■ What is required
Go through the entries below and copy each line containing the word "гудамж".

--

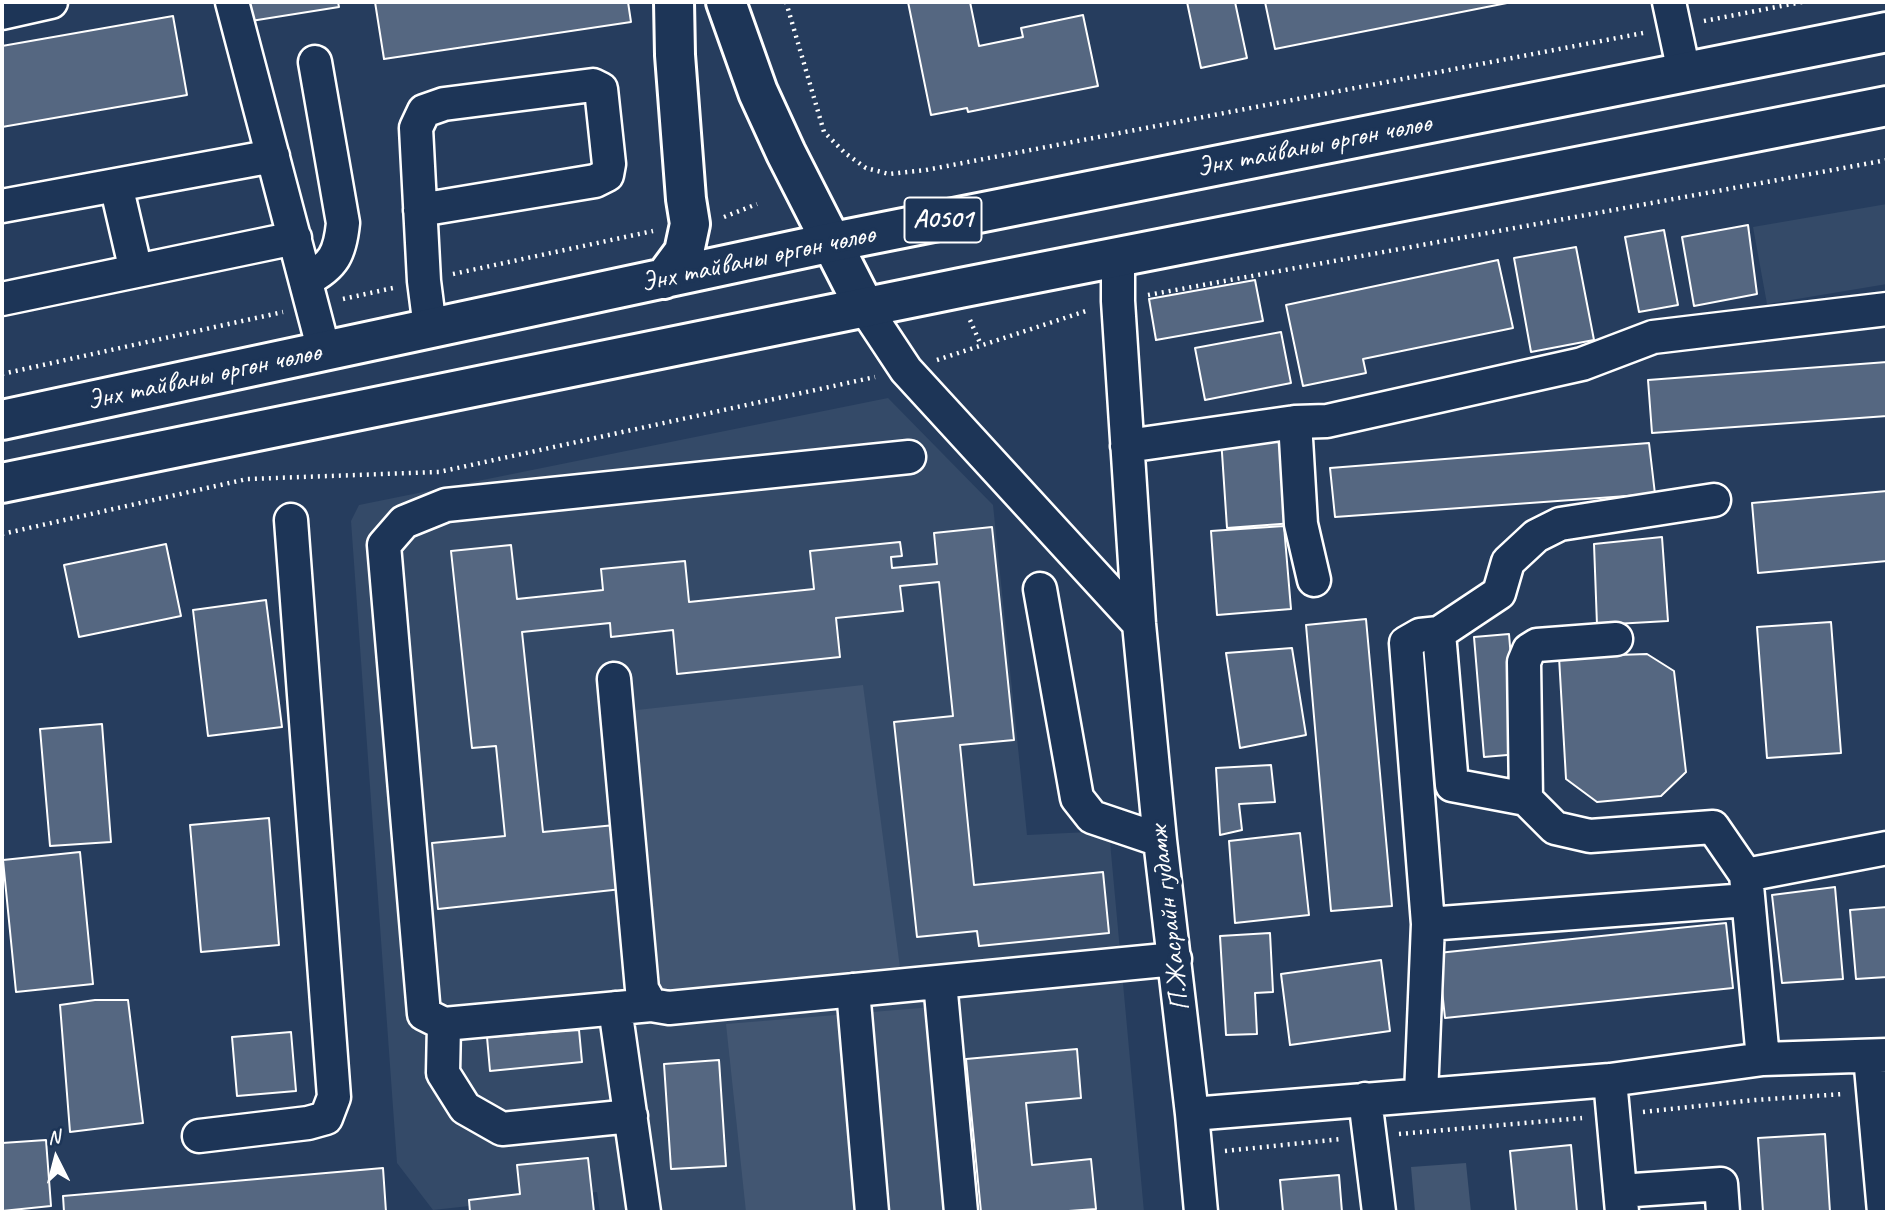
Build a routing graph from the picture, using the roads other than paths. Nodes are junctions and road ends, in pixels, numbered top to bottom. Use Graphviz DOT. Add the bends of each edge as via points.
graph roads {
  1 [pos="51,2"];
  2 [pos="232,2"];
  3 [pos="674,2"];
  4 [pos="726,2"];
  5 [pos="2,13"];
  6 [pos="1672,14"];
  7 [pos="1887,32"];
  8 [pos="315,62"];
  9 [pos="1684,72"];
  10 [pos="1887,106"];
  11 [pos="273,156"];
  12 [pos="116,185"];
  13 [pos="2,206"];
  14 [pos="420,210"];
  15 [pos="295,238"];
  16 [pos="833,242"];
  17 [pos="1118,257"];
  18 [pos="136,271"];
  19 [pos="664,279"];
  20 [pos="306,280"];
  21 [pos="2,299"];
  22 [pos="865,308"];
  23 [pos="1887,309"];
  24 [pos="430,328"];
  25 [pos="324,351"];
  26 [pos="2,420"];
  27 [pos="1295,422"];
  28 [pos="1127,446"];
  29 [pos="909,457"];
  30 [pos="2,483"];
  31 [pos="1714,500"];
  32 [pos="291,520"];
  33 [pos="1314,580"];
  34 [pos="1040,589"];
  35 [pos="1139,624"];
  36 [pos="1439,633"];
  37 [pos="1616,639"];
  38 [pos="614,679"];
  39 [pos="1526,799"];
  40 [pos="1160,840"];
  41 [pos="1887,848"];
  42 [pos="1747,888"];
  43 [pos="1428,924"];
  44 [pos="1175,959"];
  45 [pos="940,982"];
  46 [pos="853,990"];
  47 [pos="651,1005"];
  48 [pos="615,1008"];
  49 [pos="444,1024"];
  50 [pos="1878,1056"];
  51 [pos="1763,1059"];
  52 [pos="1610,1080"];
  53 [pos="1421,1095"];
  54 [pos="1365,1099"];
  55 [pos="1192,1114"];
  56 [pos="631,1116"];
  57 [pos="199,1136"];
  58 [pos="1621,1202"];
  59 [pos="644,1212"];
  60 [pos="872,1212"];
  61 [pos="961,1212"];
  62 [pos="1201,1212"];
  63 [pos="1379,1212"];
  64 [pos="1723,1212"];
  65 [pos="1884,1212"];
  1 -- 5 [label="street"];
  2 -- 11 [label="street"];
  3 -- 19 [label="main road" via="691,223 684,252"];
  4 -- 16 [label="main road" via="758,92"];
  6 -- 9 [label="street"];
  7 -- 9 [label="main road, Энх тайваны өргөн чөлөө / A0501"];
  8 -- 20 [label="street" via="343,223 341,247 323,272"];
  9 -- 16 [label="main road, Энх тайваны өргөн чөлөө / A0501"];
  10 -- 17 [label="main road, A0501"];
  11 -- 12 [label="street"];
  11 -- 15 [label="street"];
  12 -- 13 [label="street"];
  12 -- 18 [label="street"];
  14 -- 14 [label="street" via="416,128 424,111 444,104 593,85 601,89 607,175 595,181"];
  14 -- 24 [label="street"];
  15 -- 18 [label="street"];
  15 -- 20 [label="street"];
  16 -- 19 [label="main road, Энх тайваны өргөн чөлөө / A0501"];
  16 -- 22 [label="main road"];
  17 -- 22 [label="main road, A0501"];
  17 -- 28 [label="street, П.Жасрайн гудамж"];
  18 -- 21 [label="street"];
  19 -- 24 [label="main road, Энх тайваны өргөн чөлөө / A0501"];
  20 -- 25 [label="street"];
  22 -- 30 [label="main road, A0501"];
  22 -- 35 [label="street" via="906,370"];
  23 -- 27 [label="street" via="1653,337 1583,364 1327,421"];
  24 -- 25 [label="main road, Энх тайваны өргөн чөлөө / A0501"];
  25 -- 26 [label="main road, Энх тайваны өргөн чөлөө / A0501"];
  27 -- 28 [label="street"];
  27 -- 33 [label="street" via="1301,524"];
  28 -- 35 [label="street, П.Жасрайн гудамж"];
  29 -- 49 [label="street" via="446,505 404,522 384,545 424,1014"];
  31 -- 36 [label="street" via="1560,524 1536,536 1508,562 1499,593"];
  32 -- 57 [label="street" via="334,1097 326,1118"];
  34 -- 40 [label="street" via="1077,798 1092,817"];
  35 -- 40 [label="street, П.Жасрайн гудамж"];
  36 -- 39 [label="street" via="1452,785"];
  36 -- 43 [label="street" via="1420,635 1406,643"];
  37 -- 39 [label="street" via="1537,645 1529,650 1524,662"];
  38 -- 47 [label="street" via="642,989"];
  39 -- 42 [label="street" via="1555,828 1590,836 1713,827"];
  40 -- 44 [label="street, П.Жасрайн гудамж"];
  41 -- 42 [label="street"];
  42 -- 43 [label="street"];
  42 -- 51 [label="street"];
  43 -- 53 [label="street"];
  44 -- 45 [label="street"];
  44 -- 55 [label="street, П.Жасрайн гудамж"];
  45 -- 46 [label="street"];
  45 -- 61 [label="street"];
  46 -- 47 [label="street" via="668,1008"];
  46 -- 60 [label="street"];
  47 -- 48 [label="street"];
  48 -- 49 [label="street"];
  48 -- 56 [label="street"];
  49 -- 56 [label="street" via="443,1073 465,1108 502,1129"];
  50 -- 51 [label="street"];
  50 -- 65 [label="street" via="1873,1091"];
  51 -- 52 [label="street"];
  52 -- 53 [label="street"];
  52 -- 58 [label="street"];
  53 -- 54 [label="street"];
  54 -- 55 [label="street"];
  54 -- 63 [label="street"];
  55 -- 62 [label="street, П.Жасрайн гудамж"];
  56 -- 59 [label="street"];
  58 -- 64 [label="street" via="1721,1184"];
}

--

■ Answer for this exercise
  17 -- 28 [label="street, П.Жасрайн гудамж"];
  28 -- 35 [label="street, П.Жасрайн гудамж"];
  35 -- 40 [label="street, П.Жасрайн гудамж"];
  40 -- 44 [label="street, П.Жасрайн гудамж"];
  44 -- 55 [label="street, П.Жасрайн гудамж"];
  55 -- 62 [label="street, П.Жасрайн гудамж"];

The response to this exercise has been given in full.